Issuers have been selling debt linked to the new benchmark developed by the New York Fed as a potential replacement in dollar markets for the London interbank offered rate. Yet while money-market funds have been scooping the debt up, there appears to be some hesitation about fully committing to the rate, which is derived from pricing in the repurchase-agreement market. The lack of a credit component -- which Libor has -- is one potential question mark hanging over it, and SOFR has also experienced various growing pains since its introduction.

Todd Bean, a fund manager at State Street Global Advisors, said at the conference that he expects portfolio managers to remain cautious about getting involved with any longer-dated floating-rate notes linked to the benchmark.
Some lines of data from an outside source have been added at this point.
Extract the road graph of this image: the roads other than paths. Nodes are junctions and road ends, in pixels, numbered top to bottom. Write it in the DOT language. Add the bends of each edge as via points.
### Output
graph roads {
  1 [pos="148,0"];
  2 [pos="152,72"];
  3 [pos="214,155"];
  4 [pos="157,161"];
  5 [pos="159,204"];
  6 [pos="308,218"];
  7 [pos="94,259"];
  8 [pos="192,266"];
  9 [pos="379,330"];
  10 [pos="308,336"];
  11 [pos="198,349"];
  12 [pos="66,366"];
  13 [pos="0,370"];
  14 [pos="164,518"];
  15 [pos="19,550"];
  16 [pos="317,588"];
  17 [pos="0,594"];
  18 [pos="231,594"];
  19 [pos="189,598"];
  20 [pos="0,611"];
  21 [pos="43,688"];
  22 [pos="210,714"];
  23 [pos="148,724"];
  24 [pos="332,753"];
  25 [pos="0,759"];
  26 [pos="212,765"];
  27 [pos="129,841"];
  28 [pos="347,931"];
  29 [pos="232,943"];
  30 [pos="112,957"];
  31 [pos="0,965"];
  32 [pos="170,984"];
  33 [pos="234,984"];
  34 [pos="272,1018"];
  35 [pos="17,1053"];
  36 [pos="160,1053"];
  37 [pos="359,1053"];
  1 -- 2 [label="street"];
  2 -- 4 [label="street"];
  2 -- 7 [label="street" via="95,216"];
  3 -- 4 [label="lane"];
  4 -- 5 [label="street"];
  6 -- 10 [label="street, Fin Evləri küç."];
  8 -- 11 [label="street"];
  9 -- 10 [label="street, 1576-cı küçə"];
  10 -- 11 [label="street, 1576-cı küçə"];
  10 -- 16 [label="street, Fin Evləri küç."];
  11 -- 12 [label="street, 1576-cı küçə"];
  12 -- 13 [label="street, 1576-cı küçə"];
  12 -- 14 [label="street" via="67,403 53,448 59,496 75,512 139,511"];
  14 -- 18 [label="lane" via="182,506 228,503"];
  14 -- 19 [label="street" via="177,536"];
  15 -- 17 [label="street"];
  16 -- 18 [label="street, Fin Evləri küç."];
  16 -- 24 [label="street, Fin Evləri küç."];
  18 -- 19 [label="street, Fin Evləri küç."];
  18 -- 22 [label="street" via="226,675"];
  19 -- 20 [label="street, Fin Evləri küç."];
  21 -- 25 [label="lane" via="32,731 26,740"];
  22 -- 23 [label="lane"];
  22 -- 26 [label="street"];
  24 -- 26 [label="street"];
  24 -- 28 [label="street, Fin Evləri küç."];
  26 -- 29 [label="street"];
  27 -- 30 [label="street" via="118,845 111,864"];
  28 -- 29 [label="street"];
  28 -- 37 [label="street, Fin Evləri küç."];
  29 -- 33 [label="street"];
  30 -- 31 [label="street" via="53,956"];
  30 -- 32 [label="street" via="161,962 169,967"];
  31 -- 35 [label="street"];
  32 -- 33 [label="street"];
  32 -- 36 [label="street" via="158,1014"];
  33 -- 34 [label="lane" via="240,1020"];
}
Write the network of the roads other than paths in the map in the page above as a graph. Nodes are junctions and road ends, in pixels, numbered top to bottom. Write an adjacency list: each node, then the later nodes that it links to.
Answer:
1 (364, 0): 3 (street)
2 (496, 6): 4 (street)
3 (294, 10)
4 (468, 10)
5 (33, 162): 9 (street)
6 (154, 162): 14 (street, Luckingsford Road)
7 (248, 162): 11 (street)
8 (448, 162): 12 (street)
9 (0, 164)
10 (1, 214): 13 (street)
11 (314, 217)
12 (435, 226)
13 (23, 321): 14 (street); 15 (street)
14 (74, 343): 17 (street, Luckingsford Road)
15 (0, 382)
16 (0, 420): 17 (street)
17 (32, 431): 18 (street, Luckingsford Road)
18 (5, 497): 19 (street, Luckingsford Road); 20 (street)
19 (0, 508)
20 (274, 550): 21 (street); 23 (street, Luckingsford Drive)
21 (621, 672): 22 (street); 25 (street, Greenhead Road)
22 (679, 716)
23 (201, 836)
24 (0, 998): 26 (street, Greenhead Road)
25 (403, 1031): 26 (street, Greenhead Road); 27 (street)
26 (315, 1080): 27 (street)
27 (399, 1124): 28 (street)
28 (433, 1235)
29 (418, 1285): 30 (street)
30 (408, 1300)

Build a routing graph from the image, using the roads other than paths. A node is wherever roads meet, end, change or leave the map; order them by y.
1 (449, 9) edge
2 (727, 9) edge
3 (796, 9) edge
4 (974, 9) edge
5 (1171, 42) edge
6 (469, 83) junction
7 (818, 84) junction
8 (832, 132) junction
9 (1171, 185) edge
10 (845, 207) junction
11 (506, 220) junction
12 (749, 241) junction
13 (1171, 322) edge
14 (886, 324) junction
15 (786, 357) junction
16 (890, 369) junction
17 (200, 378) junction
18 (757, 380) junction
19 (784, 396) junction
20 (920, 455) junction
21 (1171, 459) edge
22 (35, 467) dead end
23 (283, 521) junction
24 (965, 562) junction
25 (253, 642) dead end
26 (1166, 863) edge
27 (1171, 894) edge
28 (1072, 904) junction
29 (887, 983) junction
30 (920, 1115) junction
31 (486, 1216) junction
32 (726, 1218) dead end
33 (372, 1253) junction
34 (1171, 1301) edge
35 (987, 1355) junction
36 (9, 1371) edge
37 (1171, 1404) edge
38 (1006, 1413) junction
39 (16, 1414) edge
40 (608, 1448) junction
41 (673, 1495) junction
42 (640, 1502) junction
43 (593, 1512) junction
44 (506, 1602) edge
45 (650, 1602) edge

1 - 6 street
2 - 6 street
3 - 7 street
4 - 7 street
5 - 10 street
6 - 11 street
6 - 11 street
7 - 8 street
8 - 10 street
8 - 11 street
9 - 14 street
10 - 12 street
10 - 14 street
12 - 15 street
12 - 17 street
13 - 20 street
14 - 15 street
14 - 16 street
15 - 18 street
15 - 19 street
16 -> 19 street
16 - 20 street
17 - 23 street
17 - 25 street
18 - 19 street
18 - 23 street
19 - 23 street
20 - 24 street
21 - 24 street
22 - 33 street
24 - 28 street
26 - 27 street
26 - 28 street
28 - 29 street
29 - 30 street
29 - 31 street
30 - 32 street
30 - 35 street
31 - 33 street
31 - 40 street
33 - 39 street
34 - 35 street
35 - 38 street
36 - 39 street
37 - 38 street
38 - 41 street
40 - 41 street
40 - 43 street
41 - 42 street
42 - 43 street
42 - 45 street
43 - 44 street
Federated’s Cunningham, meanwhile, said that the end of Libor is “not a done deal,” and in a pun-laden panel discussion on the topic opined “it ain’t over ’til it’s SOFR.”

Sponsored Repo

Government money-market funds have grown since 2016’s industry reforms, spurring an increase in appetite for repurchase agreements that in turn is fueling demand for so-called sponsored repo. These are transactions in which dealers on the Fixed Income Clearing Corporation’s cleared repo platform sponsor non-dealer counterparties, and the amount of money-fund cash invested in this area last month climbed to a record $154 billion.

Travis Keltner, managing director of funding and collateral at State Street, said sponsored repo will be an issue regardless of what the Fed does with monetary policy. He also underscored the idea that an increased supply of Treasuries is creating more volatility in repo generally, helping to drive activity in the market. Michael Bird at Wells Fargo Asset Management said this week that FICC-sponsored repo now accounts for more of his firm’s repo volume than any other single counterparty. FICC is about “as sexy as you can get” for new government-sponsored repo products, he said.

The U.S. Debt Ceiling

The next stage in the seemingly constant battle over America’s debt limit is looming on the horizon, with the Treasury Department potentially exhausting its current borrowing authority around October. But with questions around the Fed taking center stage, concerns over the ceiling are taking a back seat for many investors.

Jeff Weaver, head of money funds and short duration at Wells Fargo Asset Management, said that he’ll start to get concerned about the debt limit around late-August or early-September, but nevertheless expects the government will “come up with what is correct and right” at the last minute. Yet even if there is an agreement in Washington, the very resolution of the ceiling dilemma may create waves in short-end markets and add to funding-market turbulence in the fourth quarter.

This article was provided by Bloomberg News.